The purple colour appears when you mix blue and red, the same applies to purple teams. It is a team that stands between blue and red teams and glues them together. Well I said a team, but it is not necessarily to be a dedicated team, it is more of a framework, so I prefer to call it purple operations.

Purple operations are a joint approach for blue and red teams, and a shift in their traditional operations. But first and foremost it is a shift in the top/mid management mentality. Within purple operations, security management is no longer scoping but prioritising using a security architecture view on attack vectors entry points and a feedback from the purple team. This means that for the red team, there are no longer boundaries, but a priority direction.

Purple operations life cycle

While in principle purple operations can fit into any company’s way of working, they really shine when they are more like agile from the development world with short and intense cycles. Quite simplifying it looks like this:

1. The security management defines priorities.
2. Red and blue teams creates the attack plan with priorities in mind and define the scope for the test using knowledge and inputs from both worlds.
3. The red team runs tests while the blue team monitors and learns.
4. The blue team fixes things with the help of the red team while the red team also learns from the blue team’s solutions and trying to detect further gaps.
5. The blue and red teams improves the scope with any new potential gaps and shares a feedback with the security management
6. Go to step 1.

The red team act differently within purple operations. Instead of the narrow approach to the target, the red team work broadly. They test as many attack vectors as possible, involving the blue team and their data and help to bypass already secured areas. In essence, they lead the blue team to the areas they need to focus on.

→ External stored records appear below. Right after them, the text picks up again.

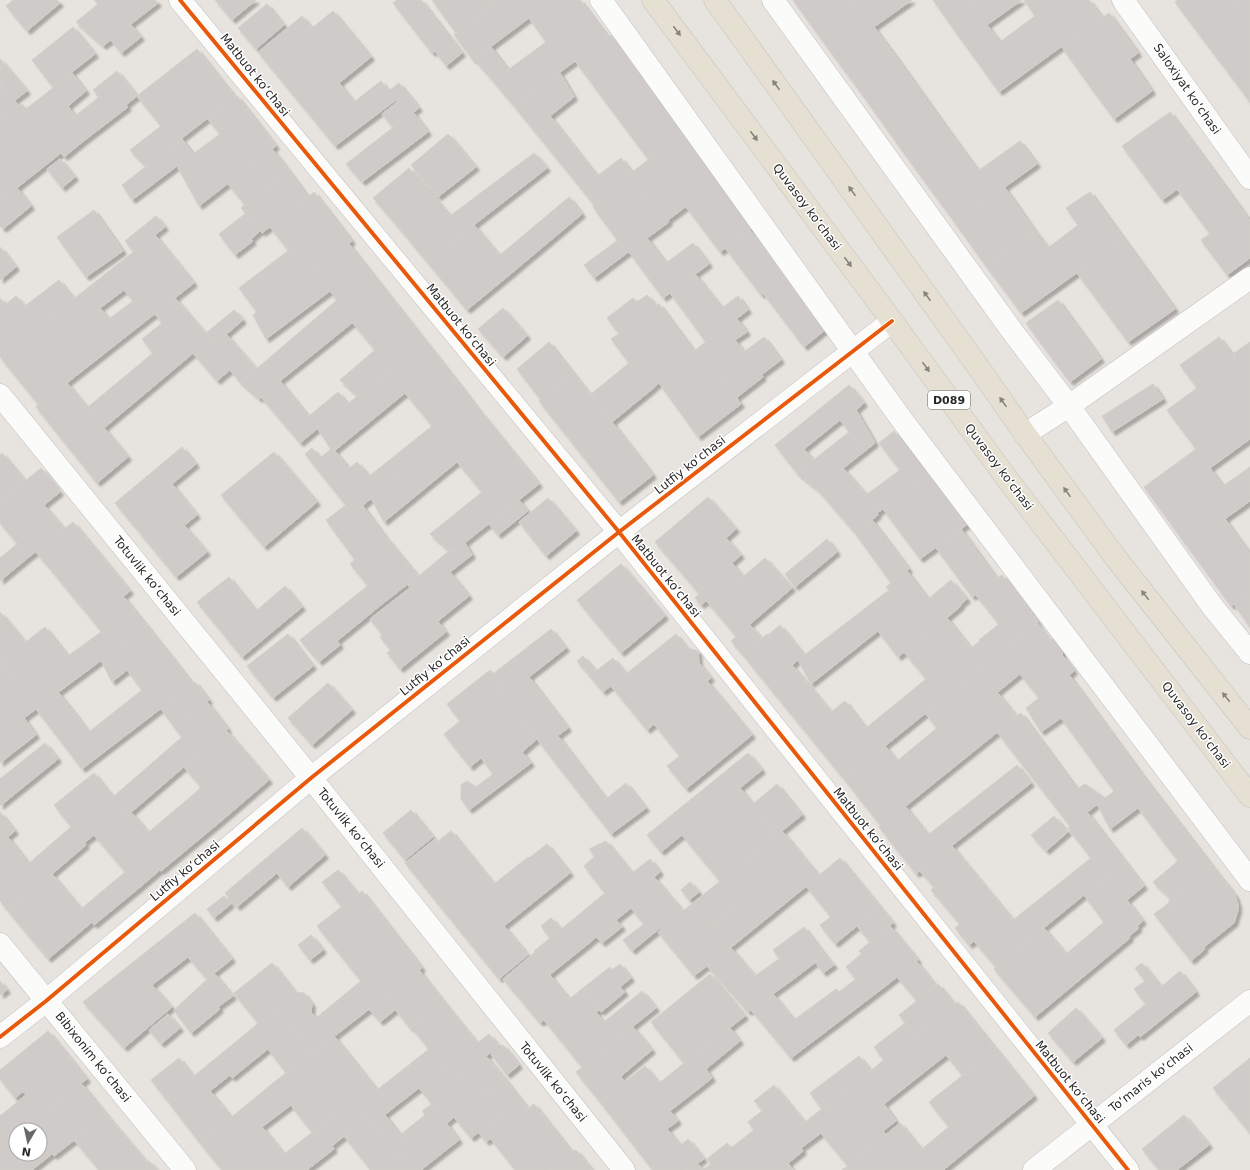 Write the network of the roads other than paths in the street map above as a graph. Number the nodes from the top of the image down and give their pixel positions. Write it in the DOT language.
graph roads {
  1 [pos="180,0"];
  2 [pos="601,0"];
  3 [pos="653,0"];
  4 [pos="714,0"];
  5 [pos="773,0"];
  6 [pos="1124,0"];
  7 [pos="1250,178"];
  8 [pos="1250,278"];
  9 [pos="892,321"];
  10 [pos="853,351"];
  11 [pos="0,395"];
  12 [pos="1068,406"];
  13 [pos="1025,434"];
  14 [pos="618,532"];
  15 [pos="1250,653"];
  16 [pos="1250,728"];
  17 [pos="311,778"];
  18 [pos="1250,796"];
  19 [pos="1250,880"];
  20 [pos="0,944"];
  21 [pos="46,1001"];
  22 [pos="1250,1001"];
  23 [pos="0,1037"];
  24 [pos="1091,1124"];
  25 [pos="185,1170"];
  26 [pos="624,1170"];
  27 [pos="1034,1170"];
  28 [pos="1128,1170"];
  1 -- 14 [label="street, Matbuot koʻchasi"];
  2 -- 10 [label="street"];
  3 -- 9 [label="main road, Quvasoy koʻchasi / D089, one-way"];
  13 -- 4 [label="main road, one-way"];
  5 -- 12 [label="street"];
  6 -- 7 [label="street, Saloxiyat koʻchasi"];
  8 -- 12 [label="street"];
  9 -- 10 [label="street, Lutfiy koʻchasi"];
  9 -- 18 [label="main road, Quvasoy koʻchasi / D089, one-way"];
  10 -- 14 [label="street, Lutfiy koʻchasi"];
  10 -- 19 [label="street"];
  11 -- 17 [label="street, Totuvlik koʻchasi"];
  12 -- 13 [label="street"];
  12 -- 15 [label="street"];
  16 -- 13 [label="main road, one-way"];
  14 -- 17 [label="street, Lutfiy koʻchasi"];
  14 -- 24 [label="street, Matbuot koʻchasi"];
  17 -- 21 [label="street, Lutfiy koʻchasi"];
  17 -- 26 [label="street, Totuvlik koʻchasi"];
  20 -- 21 [label="street, Bibixonim koʻchasi"];
  21 -- 23 [label="street, Lutfiy koʻchasi"];
  21 -- 25 [label="street, Bibixonim koʻchasi"];
  22 -- 24 [label="street, Toʻmaris koʻchasi"];
  24 -- 27 [label="street, Toʻmaris koʻchasi"];
  24 -- 28 [label="street, Matbuot koʻchasi"];
}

Even being guided the blue team have a huge impact on the red team test scopes during planning, but also when things are more or less matured by actually helping them and providing all the information they need about the areas they are working on.

Collaborative work

Red and blue teams are both responsible for planning and running tests in purple operations. The blue team shares openly and in detail what they have in their domain, what worries them most and what their backlog is. The red team, on the other hand, adjusts its plans based on the blue team’s input and also shares its own plans. The red team also helps to draw up monitoring and protection rules, so that the blue team can learn from a practical example what the attack looks like.

The red team constantly keeps its counterpart informed of the activities it is carrying out. But the blue team acts to be as non-intrusive as possible and only guide the red team in such a way that it does not accidentally hit badly something sensitive, for example very sensitive and old parts of the critical infrastructure.

These plans are also an essential part of the continuous security architecture. It helps security management to set priorities, analyse the current status and maintain an improvement plan, thus closing the continuous security improvement cycle.

Why it works

Blue teams with the support of the security architects have very deep knowledge about their systems and operations in general. Thus, purple operations allows them to shape tactics more effective than the security management.

At the same time shorter cycles with the intense involvement of both teams improves the blue team’s ability to spot and solve potential problems, sometimes as early as during the development phase. Blue teams are usually much more relaxed, cooperative and open to improvements when they are in the purple team.

This approach helps security architects and security management to structure, document and get the most value out of the activities of the red team.

And of course, the specific knowledge of the red teams translates more quickly and accurately into actions and improvements when the blue team is involved.